Die Schilderung von Gräueltaten ist ein bewährtes Rezept zur Stärkung eines Feindbildes

Die Schilderung von Gräueltaten ist ein bewährtes Rezept zur Stärkung eines Feindbildes

Die Schilderung von Gräueltaten ist ein bewährtes Rezept zur Stärkung eines Feindbildes

Albrecht Müller
Ein Artikel von: Albrecht Müller

Gestern Abend war es wieder soweit. Sowohl das ZDF als auch die ARD berichteten wie schon oft zuvor über Kriegsverbrechen und Gräueltaten der Russen in der Ukraine. Beispielhaft siehe hier beim ZDF ab Minute 6:42. Ähnlich bei der ARD. Die Regieanweisung für diese Art der Meinungsbildung ist über 100 Jahre alt. Sie stammt von der Creel-Commission, die 1917 vom US-Präsidenten Wilson gegründet worden war. Albrecht Müller.

Die NachDenkSeiten hatten am 21. Juni 2022 einen Bericht von Jonas Tögel über diese Kommission veröffentlicht: Die Creel-Commission (1917-1919): Was wir aus der Arbeit der PR-Kommission in den USA für heute lernen können.

Daraus zwei Zitate:

Darüber hinaus griff man auf eine sogenannte „Gräuelpropaganda“ zurück, indem man versuchte, durch eine ständige Wiederholung in den Köpfen der Menschen eine Verbindung zu schaffen, die deutsche Soldaten mit gefährlichen Bestien gleichsetzte. Dafür bediente man sich aller Medien, die es damals gab: Zeitungen, Spielfilme, Kampfschriften, Lieder, Flugzettel, Plakate, usw. Die deutschen Soldaten, so die (oft gelogene) Propaganda, begingen alle möglichen Grausamkeiten an der Zivilbevölkerung und sie hätten Freude daran, wehrlose Frauen und Kinder zu quälen und zu töten.
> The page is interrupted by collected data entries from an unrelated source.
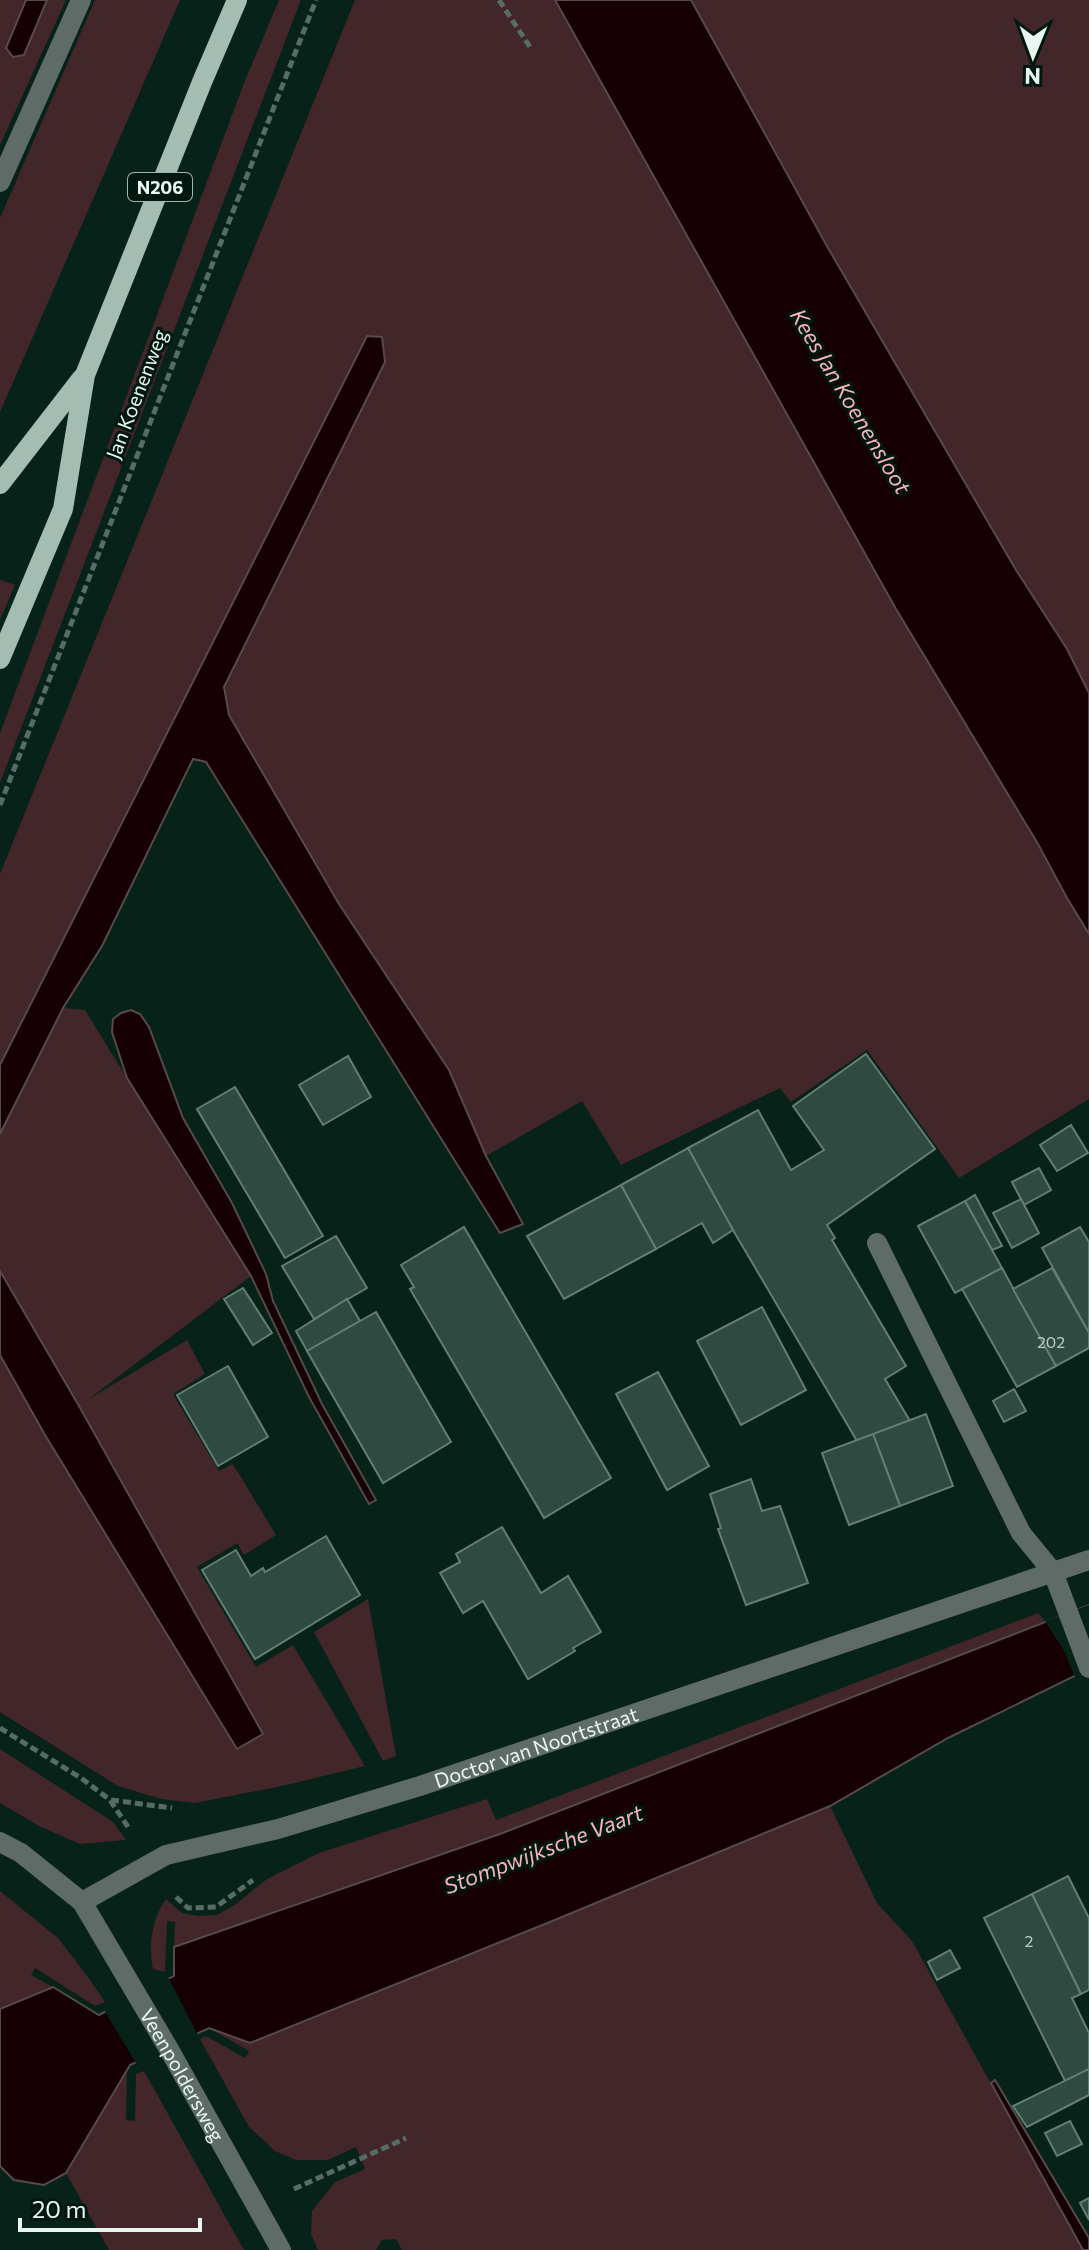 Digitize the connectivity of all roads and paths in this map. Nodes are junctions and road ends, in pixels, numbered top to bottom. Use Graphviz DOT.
graph roads {
  1 [pos="81,0"];
  2 [pos="237,0"];
  3 [pos="316,0"];
  4 [pos="499,0"];
  5 [pos="530,47"];
  6 [pos="0,182"];
  7 [pos="85,375"];
  8 [pos="0,484"];
  9 [pos="0,659"];
  10 [pos="0,805"];
  11 [pos="877,1243"];
  12 [pos="1089,1560"];
  13 [pos="1053,1572"];
  14 [pos="1089,1668"];
  15 [pos="0,1728"];
  16 [pos="110,1800"];
  17 [pos="0,1842"];
  18 [pos="82,1902"];
  19 [pos="406,2138"];
  20 [pos="256,2205"];
  21 [pos="281,2250"];
  1 -- 6 [label="street"];
  2 -- 7 [label="main road, Jan Koenenweg / N206"];
  3 -- 10 [label="path, Jan Koenenweg"];
  4 -- 5 [label="path"];
  7 -- 8 [label="main road, Jan Koenenweg / N206"];
  7 -- 9 [label="main road, Jan Koenenweg / N206"];
  11 -- 13 [label="street"];
  12 -- 13 [label="street, Doctor van Noortstraat"];
  13 -- 14 [label="street"];
  13 -- 18 [label="street, Doctor van Noortstraat"];
  15 -- 16 [label="path"];
  17 -- 18 [label="street"];
  18 -- 20 [label="street, Veenpoldersweg"];
  19 -- 20 [label="path"];
  20 -- 21 [label="street, Veenpoldersweg"];
} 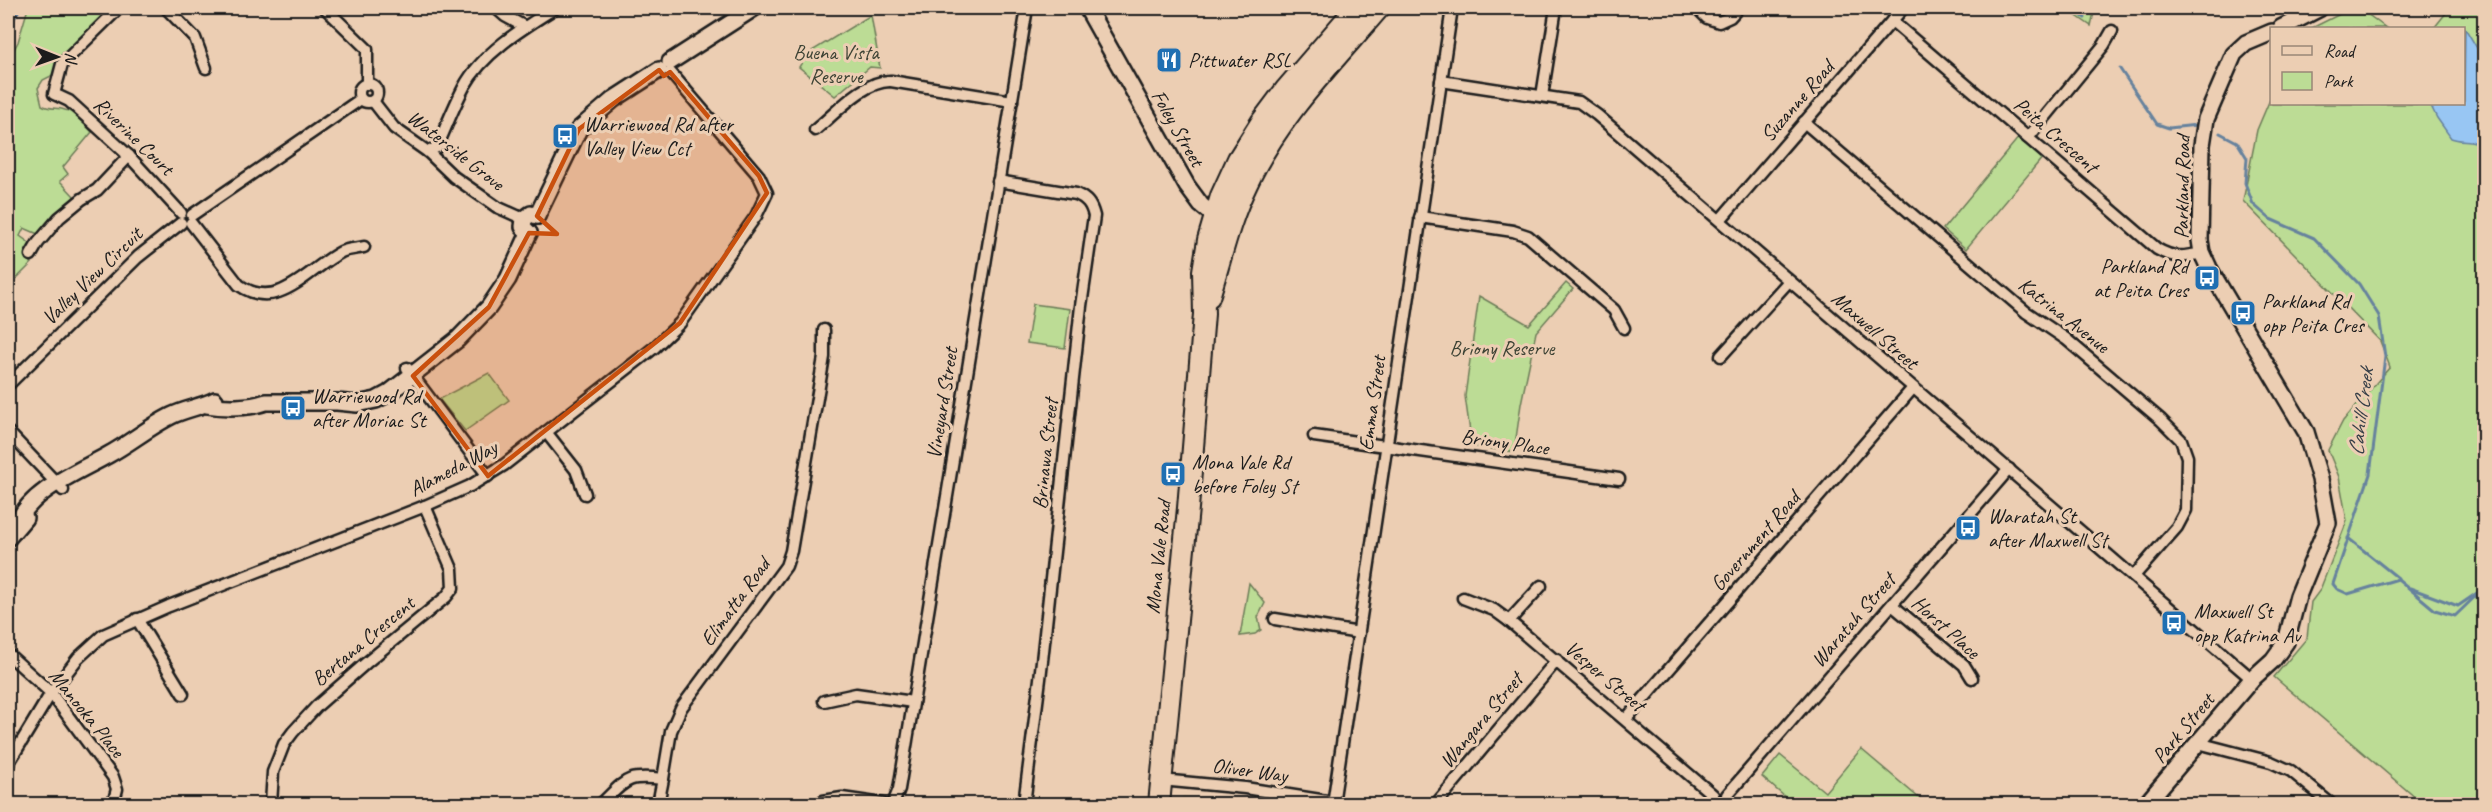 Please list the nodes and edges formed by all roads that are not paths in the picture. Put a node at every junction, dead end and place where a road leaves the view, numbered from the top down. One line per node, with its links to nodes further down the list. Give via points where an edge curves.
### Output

Harold Lasswell fasste die Grundsätze für diese Kriegspropaganda so zusammen: „Der Feind ist in seiner Kriegsführung furchtbar grausam und degeneriert. Eine praktische Regel, um den Hass zu wecken, lautet: Wenn [die Bevölkerung] zuerst nicht wütend wird, dann verwenden Sie eine Gräueltat! Das wurde in jedem bekannten Konflikt immer wieder mit Erfolg angewandt. […] Um den Hass gegen den Gegner zu mobilisieren, stellen Sie ihn als bedrohlichen, mörderischen Angreifer dar.” 

Und weiter:

Lektionen aus der Kriegspropaganda der Creel-Commission

Die Arbeit der Creel-Commission ist ein sehr anschauliches Beispiel dafür, wie Kriegspropaganda funktioniert. Durch ständige Wiederholung von Kriegsverbrechen des Gegners auf allen Kanälen ist es möglich, ein Gefühl von Hass auf einen gemeinsamen Feind hervorzurufen, der nun bekämpft werden muss. Die Propaganda muss dabei möglichst einheitlich sein und gezielt tiefe menschliche Gefühle ansprechen. Außerdem wird der Gegner nicht mehr als Mensch, sondern als unmenschliche „Bestie“ dargestellt, den man am Ende ganz sicher besiegen wird. „Das Aufrechterhalten des Hasses beruht darauf, eine direkte Darstellung des bedrohlichen […] und satanischen Feindes zu geben und es durch die Gewissheit des endgültigen Sieges zu ergänzen“, so Harold Lasswell.

Die heute aktuell laufende Propaganda arbeitet wie oben dargestellt auch mit beiden Elementen:

  • mit der wiederholten Darstellung der Gräueltaten und
  • mit der Vermittlung der Gewissheit des Sieges.

Mit dieser Darstellung der Propagandamethoden soll nicht bezweifelt werden, dass es in diesem schrecklichen Krieg Kriegsverbrechen gibt – auf russischer Seite, vermutlich auf beiden Seiten. Interessant ist die Übernahme von vor langer Zeit entwickelten Methoden. Interessant ist auch, dass die damit beschäftigten Journalistinnen und Journalisten offenbar keine Hemmungen kennen.